• TASK OBJECTIVE
Retype the listing that follows, exactly as written.

• DATASET RECORDS
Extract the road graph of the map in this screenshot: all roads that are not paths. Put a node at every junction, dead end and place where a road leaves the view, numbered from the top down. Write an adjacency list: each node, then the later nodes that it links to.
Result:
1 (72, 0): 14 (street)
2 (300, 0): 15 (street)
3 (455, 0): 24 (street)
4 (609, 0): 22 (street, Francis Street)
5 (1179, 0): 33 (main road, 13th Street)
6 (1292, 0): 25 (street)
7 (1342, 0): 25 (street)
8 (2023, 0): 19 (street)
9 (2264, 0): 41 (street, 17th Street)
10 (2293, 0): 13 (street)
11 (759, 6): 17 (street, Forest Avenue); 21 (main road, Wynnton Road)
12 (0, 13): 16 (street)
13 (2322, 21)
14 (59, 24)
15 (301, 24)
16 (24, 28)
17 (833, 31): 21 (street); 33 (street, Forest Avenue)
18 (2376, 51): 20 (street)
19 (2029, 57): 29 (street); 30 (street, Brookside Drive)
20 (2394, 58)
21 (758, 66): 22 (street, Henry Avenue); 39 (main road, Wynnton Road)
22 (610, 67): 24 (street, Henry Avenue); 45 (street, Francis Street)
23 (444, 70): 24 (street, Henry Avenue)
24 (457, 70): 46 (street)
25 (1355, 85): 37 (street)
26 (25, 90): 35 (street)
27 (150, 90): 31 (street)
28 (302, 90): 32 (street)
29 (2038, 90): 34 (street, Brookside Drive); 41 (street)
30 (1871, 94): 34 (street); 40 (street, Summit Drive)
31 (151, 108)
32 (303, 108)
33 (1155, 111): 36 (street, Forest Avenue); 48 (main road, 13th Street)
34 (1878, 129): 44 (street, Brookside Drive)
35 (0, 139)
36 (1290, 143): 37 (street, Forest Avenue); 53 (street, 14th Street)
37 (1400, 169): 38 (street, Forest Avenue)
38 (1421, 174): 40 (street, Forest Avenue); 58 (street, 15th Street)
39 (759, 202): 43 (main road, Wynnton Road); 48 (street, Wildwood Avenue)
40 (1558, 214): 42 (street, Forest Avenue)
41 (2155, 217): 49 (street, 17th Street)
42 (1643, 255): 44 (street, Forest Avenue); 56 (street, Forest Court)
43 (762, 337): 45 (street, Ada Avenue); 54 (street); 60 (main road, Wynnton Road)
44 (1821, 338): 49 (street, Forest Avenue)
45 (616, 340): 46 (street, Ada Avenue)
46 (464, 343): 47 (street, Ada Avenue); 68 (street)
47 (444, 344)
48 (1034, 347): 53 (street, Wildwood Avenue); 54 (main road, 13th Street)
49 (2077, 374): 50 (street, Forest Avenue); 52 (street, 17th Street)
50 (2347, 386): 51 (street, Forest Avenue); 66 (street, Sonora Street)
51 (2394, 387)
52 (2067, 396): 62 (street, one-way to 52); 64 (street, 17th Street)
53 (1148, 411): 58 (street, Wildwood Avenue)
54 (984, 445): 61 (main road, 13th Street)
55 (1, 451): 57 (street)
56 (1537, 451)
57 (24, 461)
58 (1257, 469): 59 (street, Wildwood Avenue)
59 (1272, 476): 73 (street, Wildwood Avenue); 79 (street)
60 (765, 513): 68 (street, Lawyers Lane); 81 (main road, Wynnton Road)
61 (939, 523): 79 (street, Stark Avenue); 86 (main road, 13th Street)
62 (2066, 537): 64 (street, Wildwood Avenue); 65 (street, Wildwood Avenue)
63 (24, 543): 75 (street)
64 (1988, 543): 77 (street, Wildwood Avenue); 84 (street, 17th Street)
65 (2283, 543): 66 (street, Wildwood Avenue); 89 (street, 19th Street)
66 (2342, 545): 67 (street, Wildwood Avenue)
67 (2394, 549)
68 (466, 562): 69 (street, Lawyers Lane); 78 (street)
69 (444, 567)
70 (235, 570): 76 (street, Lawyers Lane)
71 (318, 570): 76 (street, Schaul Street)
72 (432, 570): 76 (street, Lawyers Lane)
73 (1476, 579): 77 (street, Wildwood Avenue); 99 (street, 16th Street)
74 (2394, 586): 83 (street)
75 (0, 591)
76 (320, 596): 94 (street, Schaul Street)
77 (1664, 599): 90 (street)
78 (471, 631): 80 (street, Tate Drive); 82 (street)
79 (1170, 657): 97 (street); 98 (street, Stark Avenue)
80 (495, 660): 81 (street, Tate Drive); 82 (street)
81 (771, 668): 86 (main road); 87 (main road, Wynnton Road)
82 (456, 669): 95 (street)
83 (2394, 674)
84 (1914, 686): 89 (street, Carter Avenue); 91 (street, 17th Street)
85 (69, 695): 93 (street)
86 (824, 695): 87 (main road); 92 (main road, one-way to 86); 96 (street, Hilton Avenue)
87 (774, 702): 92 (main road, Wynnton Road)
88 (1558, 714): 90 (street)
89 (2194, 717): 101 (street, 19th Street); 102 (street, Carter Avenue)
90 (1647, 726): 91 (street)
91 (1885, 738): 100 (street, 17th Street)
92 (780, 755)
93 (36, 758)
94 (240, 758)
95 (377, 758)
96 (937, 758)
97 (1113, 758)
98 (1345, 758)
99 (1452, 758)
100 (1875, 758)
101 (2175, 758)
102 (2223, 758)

• RESPONSE TO THIS TASK
Extract the road graph of the map in this screenshot: all roads that are not paths. Put a node at every junction, dead end and place where a road leaves the view, numbered from the top down. Write an adjacency list: each node, then the later nodes that it links to.
Result:
1 (72, 0): 14 (street)
2 (300, 0): 15 (street)
3 (455, 0): 24 (street)
4 (609, 0): 22 (street, Francis Street)
5 (1179, 0): 33 (main road, 13th Street)
6 (1292, 0): 25 (street)
7 (1342, 0): 25 (street)
8 (2023, 0): 19 (street)
9 (2264, 0): 41 (street, 17th Street)
10 (2293, 0): 13 (street)
11 (759, 6): 17 (street, Forest Avenue); 21 (main road, Wynnton Road)
12 (0, 13): 16 (street)
13 (2322, 21)
14 (59, 24)
15 (301, 24)
16 (24, 28)
17 (833, 31): 21 (street); 33 (street, Forest Avenue)
18 (2376, 51): 20 (street)
19 (2029, 57): 29 (street); 30 (street, Brookside Drive)
20 (2394, 58)
21 (758, 66): 22 (street, Henry Avenue); 39 (main road, Wynnton Road)
22 (610, 67): 24 (street, Henry Avenue); 45 (street, Francis Street)
23 (444, 70): 24 (street, Henry Avenue)
24 (457, 70): 46 (street)
25 (1355, 85): 37 (street)
26 (25, 90): 35 (street)
27 (150, 90): 31 (street)
28 (302, 90): 32 (street)
29 (2038, 90): 34 (street, Brookside Drive); 41 (street)
30 (1871, 94): 34 (street); 40 (street, Summit Drive)
31 (151, 108)
32 (303, 108)
33 (1155, 111): 36 (street, Forest Avenue); 48 (main road, 13th Street)
34 (1878, 129): 44 (street, Brookside Drive)
35 (0, 139)
36 (1290, 143): 37 (street, Forest Avenue); 53 (street, 14th Street)
37 (1400, 169): 38 (street, Forest Avenue)
38 (1421, 174): 40 (street, Forest Avenue); 58 (street, 15th Street)
39 (759, 202): 43 (main road, Wynnton Road); 48 (street, Wildwood Avenue)
40 (1558, 214): 42 (street, Forest Avenue)
41 (2155, 217): 49 (street, 17th Street)
42 (1643, 255): 44 (street, Forest Avenue); 56 (street, Forest Court)
43 (762, 337): 45 (street, Ada Avenue); 54 (street); 60 (main road, Wynnton Road)
44 (1821, 338): 49 (street, Forest Avenue)
45 (616, 340): 46 (street, Ada Avenue)
46 (464, 343): 47 (street, Ada Avenue); 68 (street)
47 (444, 344)
48 (1034, 347): 53 (street, Wildwood Avenue); 54 (main road, 13th Street)
49 (2077, 374): 50 (street, Forest Avenue); 52 (street, 17th Street)
50 (2347, 386): 51 (street, Forest Avenue); 66 (street, Sonora Street)
51 (2394, 387)
52 (2067, 396): 62 (street, one-way to 52); 64 (street, 17th Street)
53 (1148, 411): 58 (street, Wildwood Avenue)
54 (984, 445): 61 (main road, 13th Street)
55 (1, 451): 57 (street)
56 (1537, 451)
57 (24, 461)
58 (1257, 469): 59 (street, Wildwood Avenue)
59 (1272, 476): 73 (street, Wildwood Avenue); 79 (street)
60 (765, 513): 68 (street, Lawyers Lane); 81 (main road, Wynnton Road)
61 (939, 523): 79 (street, Stark Avenue); 86 (main road, 13th Street)
62 (2066, 537): 64 (street, Wildwood Avenue); 65 (street, Wildwood Avenue)
63 (24, 543): 75 (street)
64 (1988, 543): 77 (street, Wildwood Avenue); 84 (street, 17th Street)
65 (2283, 543): 66 (street, Wildwood Avenue); 89 (street, 19th Street)
66 (2342, 545): 67 (street, Wildwood Avenue)
67 (2394, 549)
68 (466, 562): 69 (street, Lawyers Lane); 78 (street)
69 (444, 567)
70 (235, 570): 76 (street, Lawyers Lane)
71 (318, 570): 76 (street, Schaul Street)
72 (432, 570): 76 (street, Lawyers Lane)
73 (1476, 579): 77 (street, Wildwood Avenue); 99 (street, 16th Street)
74 (2394, 586): 83 (street)
75 (0, 591)
76 (320, 596): 94 (street, Schaul Street)
77 (1664, 599): 90 (street)
78 (471, 631): 80 (street, Tate Drive); 82 (street)
79 (1170, 657): 97 (street); 98 (street, Stark Avenue)
80 (495, 660): 81 (street, Tate Drive); 82 (street)
81 (771, 668): 86 (main road); 87 (main road, Wynnton Road)
82 (456, 669): 95 (street)
83 (2394, 674)
84 (1914, 686): 89 (street, Carter Avenue); 91 (street, 17th Street)
85 (69, 695): 93 (street)
86 (824, 695): 87 (main road); 92 (main road, one-way to 86); 96 (street, Hilton Avenue)
87 (774, 702): 92 (main road, Wynnton Road)
88 (1558, 714): 90 (street)
89 (2194, 717): 101 (street, 19th Street); 102 (street, Carter Avenue)
90 (1647, 726): 91 (street)
91 (1885, 738): 100 (street, 17th Street)
92 (780, 755)
93 (36, 758)
94 (240, 758)
95 (377, 758)
96 (937, 758)
97 (1113, 758)
98 (1345, 758)
99 (1452, 758)
100 (1875, 758)
101 (2175, 758)
102 (2223, 758)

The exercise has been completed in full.